:: Data extract ::
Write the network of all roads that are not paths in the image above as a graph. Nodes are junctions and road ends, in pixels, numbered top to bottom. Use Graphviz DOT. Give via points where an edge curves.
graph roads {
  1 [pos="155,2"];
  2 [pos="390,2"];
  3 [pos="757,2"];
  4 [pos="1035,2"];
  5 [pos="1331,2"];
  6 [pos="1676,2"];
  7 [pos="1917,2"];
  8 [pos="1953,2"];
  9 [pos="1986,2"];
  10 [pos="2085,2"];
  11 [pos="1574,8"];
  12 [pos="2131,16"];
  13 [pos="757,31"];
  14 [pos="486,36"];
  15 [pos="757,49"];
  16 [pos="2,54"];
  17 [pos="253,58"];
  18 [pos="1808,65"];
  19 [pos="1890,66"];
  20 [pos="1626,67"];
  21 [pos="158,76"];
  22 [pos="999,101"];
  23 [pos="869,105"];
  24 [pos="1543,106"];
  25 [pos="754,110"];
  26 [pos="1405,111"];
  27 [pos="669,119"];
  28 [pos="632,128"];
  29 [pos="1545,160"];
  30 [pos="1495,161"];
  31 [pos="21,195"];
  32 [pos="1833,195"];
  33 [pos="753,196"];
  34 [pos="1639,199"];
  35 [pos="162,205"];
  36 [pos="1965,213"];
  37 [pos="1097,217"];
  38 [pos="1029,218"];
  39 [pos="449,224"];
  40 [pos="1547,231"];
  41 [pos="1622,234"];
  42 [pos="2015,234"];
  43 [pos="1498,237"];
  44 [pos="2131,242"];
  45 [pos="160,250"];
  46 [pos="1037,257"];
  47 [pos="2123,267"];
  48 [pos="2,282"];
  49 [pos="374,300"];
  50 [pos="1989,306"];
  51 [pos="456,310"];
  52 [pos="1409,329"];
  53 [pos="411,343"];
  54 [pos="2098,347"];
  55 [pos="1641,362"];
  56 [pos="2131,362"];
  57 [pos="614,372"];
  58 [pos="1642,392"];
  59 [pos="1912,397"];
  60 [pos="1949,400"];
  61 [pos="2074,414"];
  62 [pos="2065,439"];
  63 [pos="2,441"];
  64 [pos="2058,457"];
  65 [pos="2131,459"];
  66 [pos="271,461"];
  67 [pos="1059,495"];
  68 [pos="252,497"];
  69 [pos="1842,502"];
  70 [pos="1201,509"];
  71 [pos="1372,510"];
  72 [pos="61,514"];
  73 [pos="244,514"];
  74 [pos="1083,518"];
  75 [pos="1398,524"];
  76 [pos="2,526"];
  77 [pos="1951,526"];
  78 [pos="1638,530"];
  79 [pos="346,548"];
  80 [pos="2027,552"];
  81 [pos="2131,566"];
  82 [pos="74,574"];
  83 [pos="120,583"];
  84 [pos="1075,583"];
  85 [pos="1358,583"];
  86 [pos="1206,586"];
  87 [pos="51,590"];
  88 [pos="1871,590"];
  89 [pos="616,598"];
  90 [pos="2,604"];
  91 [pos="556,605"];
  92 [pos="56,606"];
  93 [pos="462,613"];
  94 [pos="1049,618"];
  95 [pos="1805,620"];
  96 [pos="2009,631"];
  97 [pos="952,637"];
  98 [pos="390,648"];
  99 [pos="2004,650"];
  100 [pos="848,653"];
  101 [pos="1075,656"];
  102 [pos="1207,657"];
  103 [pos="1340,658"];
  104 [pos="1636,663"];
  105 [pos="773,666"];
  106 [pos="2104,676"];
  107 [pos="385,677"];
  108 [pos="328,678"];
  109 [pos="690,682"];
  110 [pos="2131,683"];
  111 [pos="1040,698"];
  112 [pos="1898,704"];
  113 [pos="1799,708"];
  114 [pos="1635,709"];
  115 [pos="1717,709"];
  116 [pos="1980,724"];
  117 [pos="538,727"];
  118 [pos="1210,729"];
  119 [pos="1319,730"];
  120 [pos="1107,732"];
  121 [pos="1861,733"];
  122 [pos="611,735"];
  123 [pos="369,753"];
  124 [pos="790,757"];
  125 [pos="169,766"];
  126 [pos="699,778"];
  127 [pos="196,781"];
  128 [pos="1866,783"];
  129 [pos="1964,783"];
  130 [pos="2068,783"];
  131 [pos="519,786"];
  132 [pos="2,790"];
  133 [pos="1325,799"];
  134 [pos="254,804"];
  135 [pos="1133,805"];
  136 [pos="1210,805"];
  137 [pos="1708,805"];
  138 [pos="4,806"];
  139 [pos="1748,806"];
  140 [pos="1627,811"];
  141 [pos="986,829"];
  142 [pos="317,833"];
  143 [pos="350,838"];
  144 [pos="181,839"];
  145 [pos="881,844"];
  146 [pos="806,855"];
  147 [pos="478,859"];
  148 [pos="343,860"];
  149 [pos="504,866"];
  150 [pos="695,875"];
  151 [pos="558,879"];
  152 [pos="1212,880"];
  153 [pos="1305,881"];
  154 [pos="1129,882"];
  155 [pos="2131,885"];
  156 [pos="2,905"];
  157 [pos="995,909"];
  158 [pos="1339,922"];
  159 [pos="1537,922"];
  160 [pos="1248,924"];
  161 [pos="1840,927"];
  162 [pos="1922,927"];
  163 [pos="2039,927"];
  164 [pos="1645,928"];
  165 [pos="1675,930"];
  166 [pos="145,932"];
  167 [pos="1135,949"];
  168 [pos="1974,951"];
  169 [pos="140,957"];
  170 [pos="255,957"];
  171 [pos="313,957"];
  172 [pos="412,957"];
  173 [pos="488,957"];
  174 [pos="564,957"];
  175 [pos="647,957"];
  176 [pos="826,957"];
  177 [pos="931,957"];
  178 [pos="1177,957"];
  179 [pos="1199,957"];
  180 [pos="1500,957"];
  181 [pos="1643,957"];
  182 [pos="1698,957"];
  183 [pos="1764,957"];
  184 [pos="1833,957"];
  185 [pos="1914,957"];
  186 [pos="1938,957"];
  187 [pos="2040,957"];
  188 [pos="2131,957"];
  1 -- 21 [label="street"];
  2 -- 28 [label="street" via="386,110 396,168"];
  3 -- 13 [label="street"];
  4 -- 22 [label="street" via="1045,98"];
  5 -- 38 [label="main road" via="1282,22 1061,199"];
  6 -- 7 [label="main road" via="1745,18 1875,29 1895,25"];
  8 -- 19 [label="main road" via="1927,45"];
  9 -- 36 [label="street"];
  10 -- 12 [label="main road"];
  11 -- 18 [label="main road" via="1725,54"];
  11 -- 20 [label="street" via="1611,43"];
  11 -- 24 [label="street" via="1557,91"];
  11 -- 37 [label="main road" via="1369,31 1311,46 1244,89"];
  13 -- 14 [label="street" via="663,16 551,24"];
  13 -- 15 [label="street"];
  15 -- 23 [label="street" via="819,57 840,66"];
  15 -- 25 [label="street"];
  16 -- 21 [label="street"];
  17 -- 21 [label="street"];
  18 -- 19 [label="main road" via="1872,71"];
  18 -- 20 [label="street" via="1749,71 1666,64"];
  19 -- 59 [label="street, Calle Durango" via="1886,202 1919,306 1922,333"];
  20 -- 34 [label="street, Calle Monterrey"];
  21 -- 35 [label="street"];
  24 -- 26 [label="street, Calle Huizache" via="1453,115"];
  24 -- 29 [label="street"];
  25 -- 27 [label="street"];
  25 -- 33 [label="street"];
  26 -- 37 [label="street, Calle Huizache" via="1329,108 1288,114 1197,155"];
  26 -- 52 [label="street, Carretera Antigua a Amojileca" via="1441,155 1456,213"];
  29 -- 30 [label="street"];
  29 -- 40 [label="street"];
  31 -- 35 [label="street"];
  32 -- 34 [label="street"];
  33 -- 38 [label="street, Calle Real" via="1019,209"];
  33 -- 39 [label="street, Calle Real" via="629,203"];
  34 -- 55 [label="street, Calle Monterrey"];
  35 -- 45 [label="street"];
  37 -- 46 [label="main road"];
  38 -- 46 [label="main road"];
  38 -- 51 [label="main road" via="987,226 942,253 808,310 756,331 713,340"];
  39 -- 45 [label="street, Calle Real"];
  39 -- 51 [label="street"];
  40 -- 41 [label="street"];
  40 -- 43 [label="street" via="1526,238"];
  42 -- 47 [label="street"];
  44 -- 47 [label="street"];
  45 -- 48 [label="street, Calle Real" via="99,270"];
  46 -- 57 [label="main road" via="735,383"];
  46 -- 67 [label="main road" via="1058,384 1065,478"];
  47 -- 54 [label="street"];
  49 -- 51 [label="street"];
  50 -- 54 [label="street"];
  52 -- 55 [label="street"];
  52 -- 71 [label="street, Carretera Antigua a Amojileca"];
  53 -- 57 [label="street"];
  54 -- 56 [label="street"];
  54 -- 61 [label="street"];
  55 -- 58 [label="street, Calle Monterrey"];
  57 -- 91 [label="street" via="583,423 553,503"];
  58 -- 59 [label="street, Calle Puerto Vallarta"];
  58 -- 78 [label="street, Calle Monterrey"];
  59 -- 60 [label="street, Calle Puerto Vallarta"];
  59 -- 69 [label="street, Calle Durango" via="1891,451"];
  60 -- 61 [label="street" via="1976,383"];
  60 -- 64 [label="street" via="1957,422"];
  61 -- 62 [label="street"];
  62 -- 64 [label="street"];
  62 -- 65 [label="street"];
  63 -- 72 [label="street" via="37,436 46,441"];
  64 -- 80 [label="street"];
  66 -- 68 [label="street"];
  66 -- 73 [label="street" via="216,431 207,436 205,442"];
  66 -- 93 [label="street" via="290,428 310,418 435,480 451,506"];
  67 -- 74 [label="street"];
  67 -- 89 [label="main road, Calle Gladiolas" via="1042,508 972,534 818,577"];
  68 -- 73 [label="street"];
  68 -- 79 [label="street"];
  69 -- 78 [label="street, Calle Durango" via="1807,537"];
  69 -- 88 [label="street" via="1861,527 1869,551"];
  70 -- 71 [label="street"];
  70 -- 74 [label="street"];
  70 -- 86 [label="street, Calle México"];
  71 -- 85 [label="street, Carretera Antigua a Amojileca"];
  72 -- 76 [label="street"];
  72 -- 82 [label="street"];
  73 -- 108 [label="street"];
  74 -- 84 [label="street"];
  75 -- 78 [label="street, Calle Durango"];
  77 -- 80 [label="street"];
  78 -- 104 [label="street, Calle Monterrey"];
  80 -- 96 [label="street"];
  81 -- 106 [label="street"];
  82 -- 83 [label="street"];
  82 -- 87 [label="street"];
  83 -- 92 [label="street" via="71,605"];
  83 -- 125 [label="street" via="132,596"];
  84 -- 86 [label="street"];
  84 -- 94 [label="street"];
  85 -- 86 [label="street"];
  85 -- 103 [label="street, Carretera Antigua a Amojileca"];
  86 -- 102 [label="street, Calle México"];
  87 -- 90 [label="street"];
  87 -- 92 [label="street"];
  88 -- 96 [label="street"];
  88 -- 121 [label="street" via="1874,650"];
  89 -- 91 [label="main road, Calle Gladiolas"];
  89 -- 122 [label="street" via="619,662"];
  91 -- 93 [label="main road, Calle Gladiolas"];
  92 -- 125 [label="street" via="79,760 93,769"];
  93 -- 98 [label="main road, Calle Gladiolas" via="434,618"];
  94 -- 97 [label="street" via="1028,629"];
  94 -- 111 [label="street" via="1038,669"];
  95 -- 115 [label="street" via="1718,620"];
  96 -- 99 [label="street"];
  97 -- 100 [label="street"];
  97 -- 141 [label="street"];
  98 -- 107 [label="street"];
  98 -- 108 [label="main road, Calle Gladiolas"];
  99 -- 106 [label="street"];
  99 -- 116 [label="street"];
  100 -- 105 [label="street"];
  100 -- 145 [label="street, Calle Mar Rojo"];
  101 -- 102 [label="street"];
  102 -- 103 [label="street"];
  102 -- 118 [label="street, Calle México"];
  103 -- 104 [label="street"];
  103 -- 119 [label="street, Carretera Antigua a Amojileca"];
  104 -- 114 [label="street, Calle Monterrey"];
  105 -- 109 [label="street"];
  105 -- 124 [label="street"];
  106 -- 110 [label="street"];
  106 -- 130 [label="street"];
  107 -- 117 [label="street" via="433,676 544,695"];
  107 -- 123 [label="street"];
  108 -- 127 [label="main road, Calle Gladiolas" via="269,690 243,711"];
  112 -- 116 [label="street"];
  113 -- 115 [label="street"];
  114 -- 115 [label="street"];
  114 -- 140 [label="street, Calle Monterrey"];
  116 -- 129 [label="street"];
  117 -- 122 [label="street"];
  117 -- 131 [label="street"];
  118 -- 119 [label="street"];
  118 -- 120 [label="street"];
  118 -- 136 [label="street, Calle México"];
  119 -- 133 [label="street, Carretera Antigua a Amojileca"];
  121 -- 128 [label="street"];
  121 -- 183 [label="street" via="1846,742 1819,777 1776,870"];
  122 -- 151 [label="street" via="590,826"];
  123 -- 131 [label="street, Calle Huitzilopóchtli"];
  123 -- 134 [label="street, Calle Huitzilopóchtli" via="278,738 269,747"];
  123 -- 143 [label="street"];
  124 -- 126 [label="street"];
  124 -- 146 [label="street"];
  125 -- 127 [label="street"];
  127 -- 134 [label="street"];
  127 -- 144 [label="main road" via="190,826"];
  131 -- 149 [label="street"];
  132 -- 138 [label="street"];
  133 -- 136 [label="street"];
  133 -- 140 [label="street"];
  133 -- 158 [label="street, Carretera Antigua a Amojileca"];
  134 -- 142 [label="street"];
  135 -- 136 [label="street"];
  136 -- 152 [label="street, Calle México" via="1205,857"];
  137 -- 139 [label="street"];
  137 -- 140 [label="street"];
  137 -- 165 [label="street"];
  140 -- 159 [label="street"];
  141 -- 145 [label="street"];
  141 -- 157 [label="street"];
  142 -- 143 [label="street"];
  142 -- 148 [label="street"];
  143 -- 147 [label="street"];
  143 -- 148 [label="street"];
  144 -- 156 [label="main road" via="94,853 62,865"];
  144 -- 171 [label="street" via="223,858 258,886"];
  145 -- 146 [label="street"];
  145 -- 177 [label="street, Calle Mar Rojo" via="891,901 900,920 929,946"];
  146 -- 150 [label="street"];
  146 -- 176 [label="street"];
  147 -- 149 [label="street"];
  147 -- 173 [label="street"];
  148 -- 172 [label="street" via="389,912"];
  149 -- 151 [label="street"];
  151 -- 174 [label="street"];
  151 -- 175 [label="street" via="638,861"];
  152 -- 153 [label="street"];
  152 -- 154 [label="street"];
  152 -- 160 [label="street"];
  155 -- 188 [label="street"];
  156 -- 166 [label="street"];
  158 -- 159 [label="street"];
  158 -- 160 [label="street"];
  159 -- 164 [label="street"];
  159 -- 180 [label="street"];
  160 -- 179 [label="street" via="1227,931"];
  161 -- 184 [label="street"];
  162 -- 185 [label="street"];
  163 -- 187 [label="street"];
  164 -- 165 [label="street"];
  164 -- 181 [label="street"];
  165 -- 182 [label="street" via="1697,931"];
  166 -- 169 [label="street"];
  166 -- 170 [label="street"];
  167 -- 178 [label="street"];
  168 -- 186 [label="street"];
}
:::
When you find a line in the records that contains the word "México", copy it.

* [Answer to the problem]:
  70 -- 86 [label="street, Calle México"];
  86 -- 102 [label="street, Calle México"];
  102 -- 118 [label="street, Calle México"];
  118 -- 136 [label="street, Calle México"];
  136 -- 152 [label="street, Calle México" via="1205,857"];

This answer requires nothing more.